Il merito degli autori, in un’epoca cinematografica fatta di supereroi, fumetti, saghe fantasy e fantascienza, è di far rivivere sullo schermo il sapore del cinema “di una volta” e la netta dualità tra Bene e Male. Non ci sono zone d’ombra né finali aperti. Solo un lungo duello e una posta in palio molto alta.
Buoni contro Cattivi. Non importa da quale passato doloroso stiano scappando i Buoni. L’importante è che siano tutti uniti verso un unico obiettivo, pur nella loro specifica diversità. A radunarsi, infatti, è un gruppo multietnico di combattenti: Sam Chisolm, il capo dei magnifici sette, è di colore. Faraday è irlandese, Billy Rocks ha gli occhi a mandorla, Vasquez è messicano, Red è indiano. Goodnight, detto Goody, è un cecchino “violentato” dalla guerra che non riesce più a premere il grilletto. Jack è un omone grande e grosso invasato di misticismo.

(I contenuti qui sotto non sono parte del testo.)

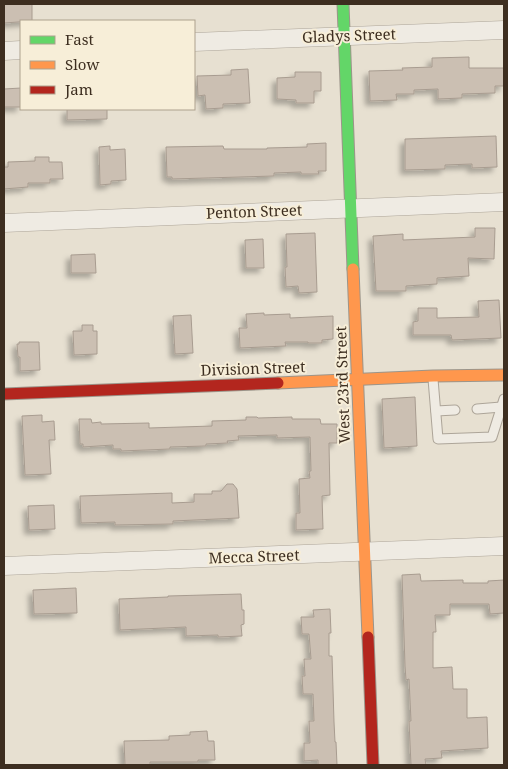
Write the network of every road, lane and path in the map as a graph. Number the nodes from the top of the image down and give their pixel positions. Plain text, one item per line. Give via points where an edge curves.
1 (343, 4) edge
2 (504, 30) edge
3 (344, 36) junction
4 (195, 42) edge
5 (20, 50) edge
6 (4, 51) edge
7 (504, 202) edge
8 (351, 208) junction
9 (4, 223) edge
10 (504, 375) edge
11 (433, 376) junction
12 (358, 380) junction
13 (4, 394) edge
14 (503, 403) edge
15 (476, 409) dead end
16 (455, 410) dead end
17 (436, 411) junction
18 (504, 546) edge
19 (364, 552) junction
20 (4, 566) edge
21 (373, 765) edge

1 - 3 street, West 23rd Street
2 - 3 street, Gladys Street
3 - 4 street, Gladys Street
3 - 8 street, West 23rd Street
5 - 6 street
7 - 8 street, Penton Street
8 - 9 street, Penton Street
8 - 12 street, West 23rd Street
10 - 11 street, Division Street
11 - 12 street, Division Street
11 - 17 lane
12 - 13 street, Division Street
12 - 19 street, West 23rd Street
14 - 15 lane
14 - 17 lane via 492,437 438,439
16 - 17 lane
18 - 19 street, Mecca Street
19 - 20 street, Mecca Street
19 - 21 street, West 23rd Street

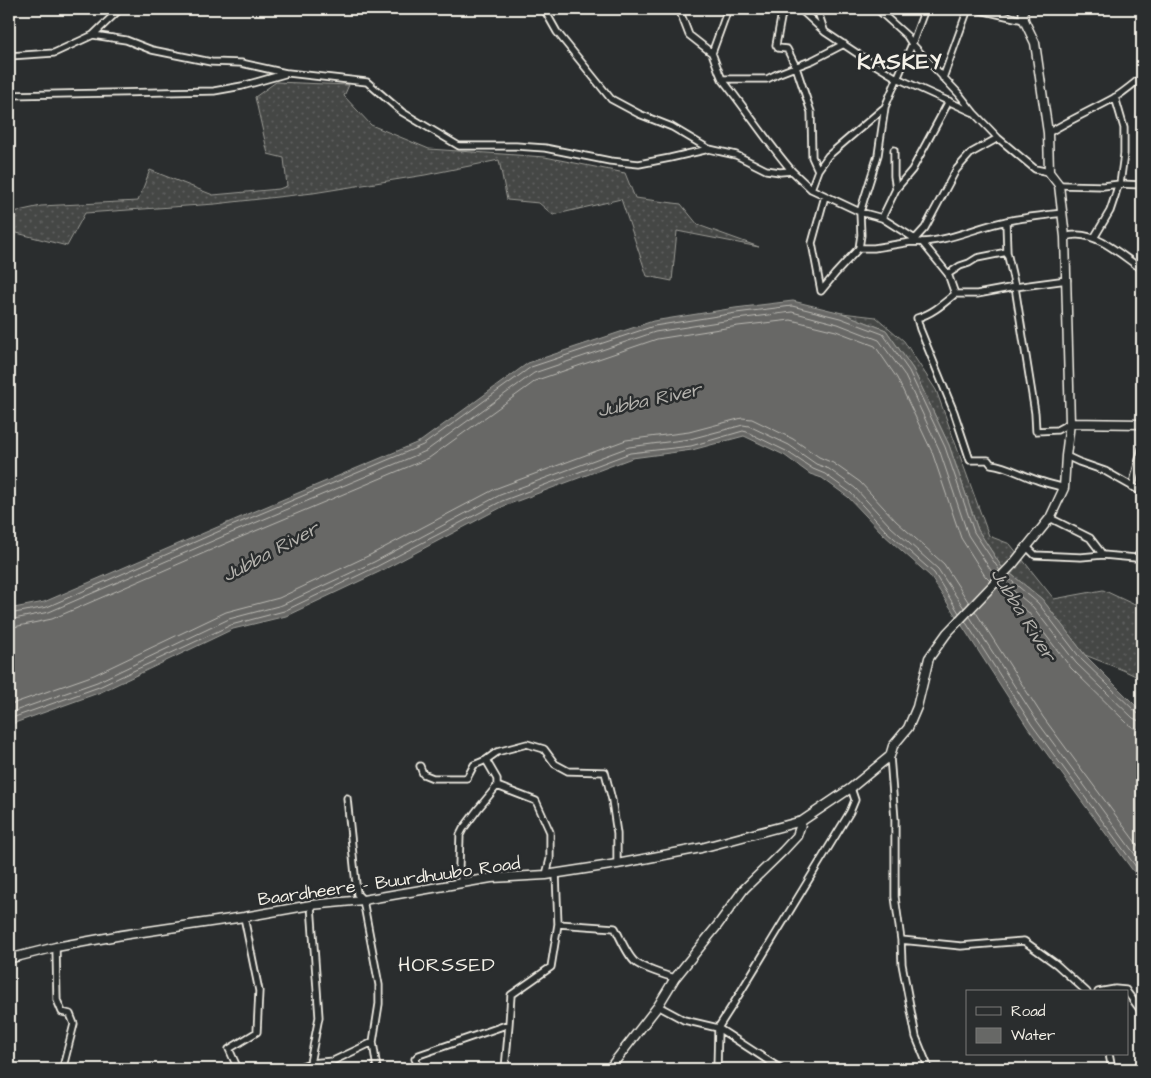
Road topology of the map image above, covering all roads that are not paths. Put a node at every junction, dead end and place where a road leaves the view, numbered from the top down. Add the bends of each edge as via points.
1 (120, 9) edge
2 (544, 9) edge
3 (679, 9) edge
4 (728, 9) edge
5 (785, 9) edge
6 (800, 9) edge
7 (817, 9) edge
8 (877, 9) edge
9 (925, 9) edge
10 (968, 9) edge
11 (976, 9) edge
12 (1023, 9) edge
13 (1024, 20) junction
14 (825, 32) junction
15 (93, 35) junction
16 (844, 44) junction
17 (912, 44) junction
18 (712, 53) junction
19 (9, 56) edge
20 (796, 67) junction
21 (288, 73) junction
22 (722, 78) junction
23 (897, 78) junction
24 (943, 78) junction
25 (1142, 78) edge
26 (9, 95) edge
27 (1115, 97) junction
28 (949, 101) junction
29 (885, 107) junction
30 (974, 113) junction
31 (1048, 133) junction
32 (998, 138) junction
33 (709, 149) junction
34 (894, 150) dead end
35 (818, 170) junction
36 (792, 171) junction
37 (1049, 172) junction
38 (1120, 184) junction
39 (1059, 185) junction
40 (1142, 185) edge
41 (811, 189) junction
42 (896, 190) junction
43 (825, 196) junction
44 (860, 212) junction
45 (1061, 213) junction
46 (882, 218) junction
47 (1006, 221) junction
48 (1065, 237) junction
49 (1094, 238) junction
50 (913, 241) junction
51 (922, 242) junction
52 (859, 248) junction
53 (1006, 252) junction
54 (1142, 269) edge
55 (948, 274) junction
56 (1066, 280) junction
57 (1015, 287) junction
58 (955, 294) junction
59 (1070, 424) junction
60 (1142, 424) edge
61 (1142, 448) edge
62 (1066, 456) junction
63 (1132, 487) junction
64 (1064, 488) junction
65 (1142, 492) edge
66 (1050, 518) junction
67 (1027, 547) junction
68 (1142, 550) edge
69 (1103, 554) junction
70 (890, 756) junction
71 (486, 760) junction
72 (420, 766) dead end
73 (497, 786) junction
74 (851, 788) junction
75 (347, 798) dead end
76 (802, 821) junction
77 (617, 864) junction
78 (556, 873) junction
79 (546, 875) junction
80 (462, 883) junction
81 (362, 900) junction
82 (311, 905) junction
83 (244, 917) junction
84 (558, 924) junction
85 (901, 940) junction
86 (56, 947) junction
87 (9, 958) edge
88 (675, 978) junction
89 (1085, 990) edge
90 (1109, 990) edge
91 (1126, 990) edge
92 (1128, 993) edge
93 (658, 1006) junction
94 (1142, 1012) edge
95 (509, 1024) junction
96 (718, 1028) junction
97 (373, 1042) junction
98 (1109, 1056) edge
99 (310, 1063) junction
100 (65, 1069) edge
101 (238, 1069) edge
102 (294, 1069) edge
103 (378, 1069) edge
104 (420, 1069) edge
105 (505, 1069) edge
106 (608, 1069) edge
107 (717, 1069) edge
108 (782, 1069) edge
109 (929, 1069) edge
110 (1112, 1069) edge

1 - 15 street
2 - 33 street via 557,32 611,99 672,127
3 - 18 street via 689,35
4 - 18 street
5 - 20 street via 776,45 787,49
6 - 14 street
7 - 14 street
8 - 17 street
9 - 17 street
10 - 24 street
11 - 13 street
12 - 13 main road
13 - 31 main road via 1034,43
14 - 16 street
15 - 19 street via 54,52
15 - 21 street via 211,62 240,63
16 - 20 street
16 - 23 street
17 - 23 street
17 - 24 street
18 - 22 street
20 - 22 street via 767,79
20 - 35 street via 811,112 812,157
21 - 26 street via 214,91
21 - 33 street via 366,82 402,112 459,146 545,148 639,164
22 - 36 street
23 - 28 street
23 - 29 street
24 - 30 street
25 - 27 street
27 - 31 street
27 - 38 street via 1124,128
28 - 30 street
28 - 42 street via 912,170
29 - 35 street via 828,156
29 - 44 street via 878,155
30 - 32 street
31 - 37 main road
32 - 37 street via 1035,169
32 - 50 street via 971,153 956,170 925,228
33 - 36 street via 736,155 766,170
34 - 42 street
35 - 41 street
36 - 41 street
37 - 39 main road
38 - 39 street
38 - 40 street
38 - 49 street via 1110,211
39 - 45 main road
41 - 43 street
42 - 46 street
43 - 44 street
43 - 52 street via 812,243 821,291
44 - 46 street
44 - 52 street
45 - 47 street
45 - 48 main road
46 - 50 street
47 - 51 street
47 - 53 street
48 - 49 street via 1076,234
48 - 56 main road
49 - 54 street
50 - 51 street
50 - 52 street
51 - 55 street
53 - 55 street via 977,258
53 - 57 street
55 - 58 street
56 - 57 street
56 - 59 main road
57 - 58 street via 977,294
57 - 59 street via 1036,430 1057,430
58 - 64 street via 926,316 917,318 970,460 988,460 991,464
59 - 60 main road
59 - 62 main road
61 - 63 street
62 - 63 street via 1105,471
62 - 64 main road
63 - 65 street
64 - 66 main road
66 - 67 main road
66 - 69 street via 1090,538
67 - 69 street via 1035,555
67 - 70 main road via 947,633 929,658 917,707
68 - 69 street via 1136,558
70 - 74 main road
70 - 85 street
71 - 72 street via 474,765 466,778 433,778 423,774
71 - 73 street via 497,779
71 - 77 street via 497,752 527,744 544,749 555,764 568,771 604,772 617,834
73 - 79 street via 536,801 550,832 550,859
73 - 80 street via 460,835
74 - 76 main road
74 - 96 street via 855,800 850,812
75 - 81 street via 357,894
76 - 77 main road, Baardheere - Buurdhuubo Road via 701,848
76 - 88 main road via 797,836 744,889
77 - 78 main road, Baardheere - Buurdhuubo Road
78 - 79 main road, Baardheere - Buurdhuubo Road
78 - 84 street
79 - 80 main road, Baardheere - Buurdhuubo Road
80 - 81 main road, Baardheere - Buurdhuubo Road
81 - 82 main road, Baardheere - Buurdhuubo Road
81 - 97 street via 379,985
82 - 83 main road, Baardheere - Buurdhuubo Road
82 - 99 street via 319,1017
83 - 86 main road, Baardheere - Buurdhuubo Road
83 - 101 street via 259,991 257,1032 229,1049
84 - 88 street via 615,928 635,962
84 - 95 street via 551,967 511,995
85 - 89 street via 961,946 1024,941
85 - 109 street via 902,964 916,1037
86 - 87 main road, Baardheere - Buurdhuubo Road
86 - 100 street via 57,1000 62,1012 70,1014 74,1024
88 - 93 main road
90 - 91 street
92 - 94 street
93 - 96 street via 684,1020
93 - 106 main road
95 - 104 street via 419,1055 415,1058
95 - 105 street
96 - 107 street
96 - 108 street
97 - 99 street via 333,1061
97 - 103 street
98 - 110 street
99 - 102 street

Si tratta di mercenari disposti a morire per una giusta causa e – almeno alcuni di loro – per cercare l’ultimo anello di una lunga e pesante catena personale fatta di fantasmi. Per alcuni è vendetta, per altri è destino, per altri ancora è giustizia. Per qualcuno, invece, è semplicemente il luogo giusto in cui essere, in assenza di una casa e di affetti da cui tornare.
Quel che importa è che questi stranieri che arrivano e liberano Rose Creek riescano a ristabilire il giusto ordine delle cose e a ridare legittimità ai rituali che questa landa ricca d’oro riserva ai propri abitanti: uomini disarmati che coltivano la terra; donne e bambini che aspettano a casa i propri mariti e padri; un Dio che svetta nella chiesa in fondo alla via, luogo di preghiera, vero e sentito punto di riferimento per una popolazione che ha poche regole e le rispetta in nome dei valori in cui crede, ma anche per diversi dei nostri “sette”.

Un ritorno al cinema classico

Esiste un codice d’onore non scritto. Questo avviene sia a livello narrativo, dunque dentro la storia, che a livello strutturale e di linguaggio: si pensi al modo in cui Fuqua presenta ciascun guerriero. L’attenzione ai particolari, alla gestualità, ai riti che li connotano, ai dialoghi, scarni ma netti. Tutto questo è un “modo” classico di fare cinema, rassicurante anche nelle scene e nelle inquadrature, che parlano senza dubbio il linguaggio pulito e antico del genere western.